In this blog, I'll discuss the points mentioned below:
- Add Custom XML part to
WordprocessingDocument
- Get Custom XML part from
WordprocessingDocument
- Each content control contains a unique ID that is assigned by Word upon creation of the content control (Issues this may cause and how it can be handled)

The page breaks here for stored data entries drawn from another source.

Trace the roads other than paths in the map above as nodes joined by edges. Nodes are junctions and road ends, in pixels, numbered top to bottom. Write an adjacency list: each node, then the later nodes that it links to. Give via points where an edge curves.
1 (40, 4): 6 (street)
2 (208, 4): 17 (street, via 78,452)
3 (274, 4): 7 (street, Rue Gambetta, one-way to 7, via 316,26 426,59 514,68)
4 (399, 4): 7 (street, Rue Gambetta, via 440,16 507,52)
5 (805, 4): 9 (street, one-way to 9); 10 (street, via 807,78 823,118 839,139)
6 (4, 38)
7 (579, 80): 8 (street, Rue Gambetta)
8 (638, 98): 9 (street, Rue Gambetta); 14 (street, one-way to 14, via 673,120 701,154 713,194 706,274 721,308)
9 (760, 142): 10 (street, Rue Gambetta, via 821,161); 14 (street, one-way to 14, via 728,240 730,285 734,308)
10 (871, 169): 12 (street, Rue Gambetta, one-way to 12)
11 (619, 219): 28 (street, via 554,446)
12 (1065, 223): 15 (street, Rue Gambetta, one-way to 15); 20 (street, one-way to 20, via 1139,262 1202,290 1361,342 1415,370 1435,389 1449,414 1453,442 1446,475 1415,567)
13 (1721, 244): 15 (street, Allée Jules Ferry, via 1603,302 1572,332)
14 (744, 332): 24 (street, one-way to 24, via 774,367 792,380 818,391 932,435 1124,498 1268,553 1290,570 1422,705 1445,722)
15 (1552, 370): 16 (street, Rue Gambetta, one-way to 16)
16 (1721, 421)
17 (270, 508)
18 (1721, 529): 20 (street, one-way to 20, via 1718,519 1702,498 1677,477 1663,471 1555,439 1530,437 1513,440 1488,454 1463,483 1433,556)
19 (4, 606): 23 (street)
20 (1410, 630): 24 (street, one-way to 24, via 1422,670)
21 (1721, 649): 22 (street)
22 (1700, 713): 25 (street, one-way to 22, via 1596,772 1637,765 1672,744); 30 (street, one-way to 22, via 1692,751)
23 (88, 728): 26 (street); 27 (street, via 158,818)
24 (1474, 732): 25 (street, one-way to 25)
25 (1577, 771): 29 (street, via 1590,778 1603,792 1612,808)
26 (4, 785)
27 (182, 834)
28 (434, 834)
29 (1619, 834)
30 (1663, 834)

- Convert in-memory Document to Bytes without saving to a File
Add Custom XML Part to WordprocessingDocument
- Get the
MainDocumentPart
:
MainDocumentPart mainPart = doc.MainDocumentPart;
- Define a root element for the Custom XML part:
string customXmlPartNamespace = "http://schemas.microsoft.com/Test.Sample";
string rootNodeName = "TestCoverageRoot";
XName rootName = XName.Get(rootNodeName, customXmlPartNamespace);
XElement rootElement = new XElement(rootName);
- The method displayed in the code snippet below does the rest:
public static CustomXmlPart AddCustomXmlPart
(MainDocumentPart mainPart, XElement rootElement)
{
CustomXmlPart customXmlPart =
mainPart.AddCustomXmlPart(CustomXmlPartType.CustomXml);
using (StreamWriter sw = new StreamWriter(customXmlPart.GetStream()))
{
sw.Write(rootElement.ToString());
sw.Close();
}
return customXmlPart;
}
Get Custom XML Part from a WordprocessingDocument
The code snippet displayed below assumes that namespace is unique for each CustomXml
part. If this is true, I just check for the root node namespace only as displayed below:
string namespaceUri= "http://schemas.microsoft.com/Test.Sample";
public static CustomXmlPart GetCustomXmlPart
(MainDocumentPart mainPart, string namespaceUri)
{
CustomXmlPart result = null;
foreach (CustomXmlPart part in mainPart.CustomXmlParts)
{
using (XmlTextReader reader =
new XmlTextReader(part.GetStream(FileMode.Open, FileAccess.Read)))
{
XmlNodeType nodeType = reader.MoveToContent();
bool exists = reader.NamespaceURI.Equals(namespaceUri);
reader.Close();
if (exists)
{
result = part;
break;
}
}
}
return result;
}
Each Content Control Contains a Unique ID that is Assigned by Word upon Creation of the Content Control
Every content control will have a unique ID so you can associate that Content Control with a Custom XML part and achieve cool functionalities, otherwise it is impossible through Custom XML. But then everything has a negative side which may not affect in 95% of the cases, but in 5% it may cause some issues. I'll discuss about one of the issues I faced and then an approach that worked.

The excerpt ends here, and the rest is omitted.